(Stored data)
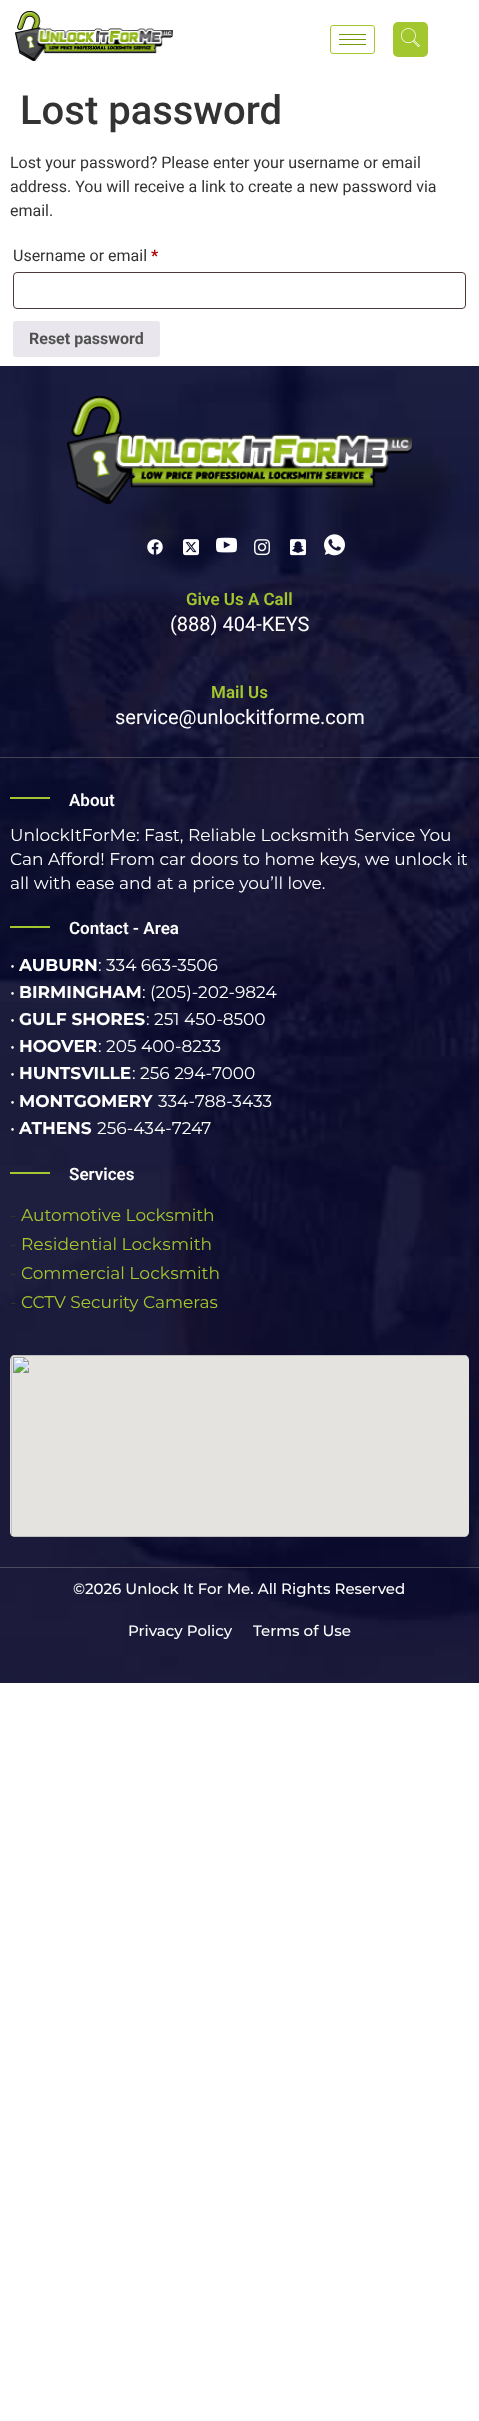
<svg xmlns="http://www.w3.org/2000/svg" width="479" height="2421">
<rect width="100%" height="100%" fill="#fff"/>
<image x="15" y="11" width="158" height="50" href="media/1.png"/>
<rect x="330.5" y="25.5" width="44" height="28" rx="2.5" fill="none" stroke="#a3c82f"/>
<rect x="339" y="34" width="27" height="1" fill="#759806"/>
<rect x="339" y="39" width="27" height="1" fill="#759806"/>
<rect x="339" y="44" width="27" height="1" fill="#759806"/>
<rect x="393" y="22" width="35" height="35" rx="5" fill="#a3c82f"/>
<image x="401" y="28" width="19" height="20" href="media/2.png"/>
<text x="20" y="124" style="font-family:Roboto;font-size:40px;font-weight:500;fill:#333">Lost password</text>
<text x="10" y="168" style="font-family:Roboto;font-size:16px;fill:#333">Lost your password? Please enter your username or email</text>
<text x="10" y="192" style="font-family:Roboto;font-size:16px;fill:#333">address. You will receive a link to create a new password via</text>
<text x="10" y="216" style="font-family:Roboto;font-size:16px;fill:#333">email.</text>
<text x="13" y="261" style="font-family:Roboto;font-size:16px;fill:#333">Username or email</text>
<text x="151" y="261" style="font-family:Roboto;font-size:16px;font-weight:bold;fill:#a00">*</text>
<rect x="13.5" y="272.5" width="452" height="36" rx="3.5" fill="none" stroke="#4d3939"/>
<rect x="13" y="321" width="147" height="36" rx="3" fill="#e9e6ed"/>
<text x="29" y="344" style="font-family:Roboto;font-size:16px;font-weight:bold;fill:#515151">Reset password</text>
<image x="0" y="366" width="479" height="1317" href="media/3.png"/>
<rect y="757" width="479" height="1" fill="#7a7a7a82"/>
<image x="67" y="396" width="345" height="108" href="media/4.png"/>
<image x="147" y="539" width="16" height="16" href="media/5.png"/>
<image x="183" y="539" width="16" height="17" href="media/6.png"/>
<image x="216" y="537" width="21" height="16" href="media/7.png"/>
<image x="254" y="539" width="16" height="17" href="media/8.png"/>
<image x="290" y="539" width="16" height="17" href="media/9.png"/>
<image x="324" y="534" width="21" height="22" href="media/10.png"/>
<text x="186" y="605" style="font-family:Roboto;font-size:17px;font-weight:600;fill:#a3c82f">Give Us A Call</text>
<text x="170" y="631" style="font-family:Roboto;font-size:20px;fill:#fff">(888) 404-KEYS</text>
<text x="211" y="698" style="font-family:Roboto;font-size:17px;font-weight:600;fill:#a3c82f">Mail Us</text>
<text x="115" y="724" style="font-family:Roboto;font-size:20px;fill:#fff">service@unlockitforme.com</text>
<rect x="10" y="797" width="40" height="2" fill="#a3c82f"/>
<text x="69" y="806" style="font-family:Roboto;font-size:17px;font-weight:600;fill:#fff">About</text>
<text x="10" y="841" style="font-family:Montserrat;font-size:17px;fill:#fff">UnlockItForMe: Fast, Reliable Locksmith Service You</text>
<text x="10" y="865" style="font-family:Montserrat;font-size:17px;fill:#fff">Can Afford! From car doors to home keys, we unlock it</text>
<text x="10" y="889" style="font-family:Montserrat;font-size:17px;fill:#fff">all with ease and at a price you’ll love.</text>
<rect x="10" y="926" width="40" height="2" fill="#a3c82f"/>
<text x="69" y="934" style="font-family:Roboto;font-size:17px;font-weight:600;fill:#fff">Contact - Area</text>
<text x="10" y="971" style="font-family:Montserrat;font-size:17px;fill:#fff">•</text>
<text x="19" y="971" style="font-family:Montserrat;font-size:17px;font-weight:bold;fill:#fff">AUBURN</text>
<text x="98" y="971" style="font-family:Montserrat;font-size:17px;fill:#fff">: 334 663-3506</text>
<text x="10" y="998" style="font-family:Montserrat;font-size:17px;fill:#fff">•</text>
<text x="19" y="998" style="font-family:Montserrat;font-size:17px;font-weight:bold;fill:#fff">BIRMINGHAM</text>
<text x="142" y="998" style="font-family:Montserrat;font-size:17px;fill:#fff">: (205)-202-9824</text>
<text x="10" y="1025" style="font-family:Montserrat;font-size:17px;fill:#fff">•</text>
<text x="19" y="1025" style="font-family:Montserrat;font-size:17px;font-weight:bold;fill:#fff">GULF SHORES</text>
<text x="146" y="1025" style="font-family:Montserrat;font-size:17px;fill:#fff">: 251 450-8500</text>
<text x="10" y="1052" style="font-family:Montserrat;font-size:17px;fill:#fff">•</text>
<text x="19" y="1052" style="font-family:Montserrat;font-size:17px;font-weight:bold;fill:#fff">HOOVER</text>
<text x="98" y="1052" style="font-family:Montserrat;font-size:17px;fill:#fff">: 205 400-8233</text>
<text x="10" y="1079" style="font-family:Montserrat;font-size:17px;fill:#fff">•</text>
<text x="19" y="1079" style="font-family:Montserrat;font-size:17px;font-weight:bold;fill:#fff">HUNTSVILLE</text>
<text x="132" y="1079" style="font-family:Montserrat;font-size:17px;fill:#fff">: 256 294-7000</text>
<text x="10" y="1107" style="font-family:Montserrat;font-size:17px;fill:#fff">•</text>
<text x="19" y="1107" style="font-family:Montserrat;font-size:17px;font-weight:bold;fill:#fff">MONTGOMERY</text>
<text x="158" y="1107" style="font-family:Montserrat;font-size:17px;fill:#fff">334-788-3433</text>
<text x="10" y="1134" style="font-family:Montserrat;font-size:17px;fill:#fff">•</text>
<text x="19" y="1134" style="font-family:Montserrat;font-size:17px;font-weight:bold;fill:#fff">ATHENS</text>
<text x="97" y="1134" style="font-family:Montserrat;font-size:17px;fill:#fff">256-434-7247</text>
<rect x="10" y="1172" width="40" height="2" fill="#a3c82f"/>
<text x="69" y="1180" style="font-family:Roboto;font-size:17px;font-weight:600;fill:#fff">Services</text>
<text x="10" y="1221" style="font-family:Montserrat;font-size:17px;fill:#333">-</text>
<text x="21" y="1221" style="font-family:Montserrat;font-size:17px;fill:#a3c82f">Automotive Locksmith</text>
<text x="10" y="1250" style="font-family:Montserrat;font-size:17px;fill:#333">-</text>
<text x="21" y="1250" style="font-family:Montserrat;font-size:17px;fill:#a3c82f">Rеѕіdеntіаl Lосkѕmіth</text>
<text x="10" y="1279" style="font-family:Montserrat;font-size:17px;fill:#333">-</text>
<text x="21" y="1279" style="font-family:Montserrat;font-size:17px;fill:#a3c82f">Commercial Lосkѕmіth</text>
<text x="10" y="1308" style="font-family:Montserrat;font-size:17px;fill:#333">-</text>
<text x="21" y="1308" style="font-family:Montserrat;font-size:17px;fill:#a3c82f">CCTV Security Cameras</text>
<image x="10" y="1355" width="459" height="182" href="media/11.png"/>
<rect y="1567" width="479" height="1" fill="#7a7a7a82"/>
<text x="73" y="1594" style="font-family:Montserrat;font-size:15px;font-weight:500;fill:#fff">©2026 Unlock It For Me. All Rights Reserved</text>
<text x="128" y="1636" style="font-family:Montserrat;font-size:15px;font-weight:500;fill:#fff">Privacy Policy</text>
<text x="253" y="1636" style="font-family:Montserrat;font-size:15px;font-weight:500;fill:#fff">Terms of Use</text>
</svg>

What the task requires -> If a line of the entries above includes the word "Lost", count it; then state the total and nothing else.

Result -> 2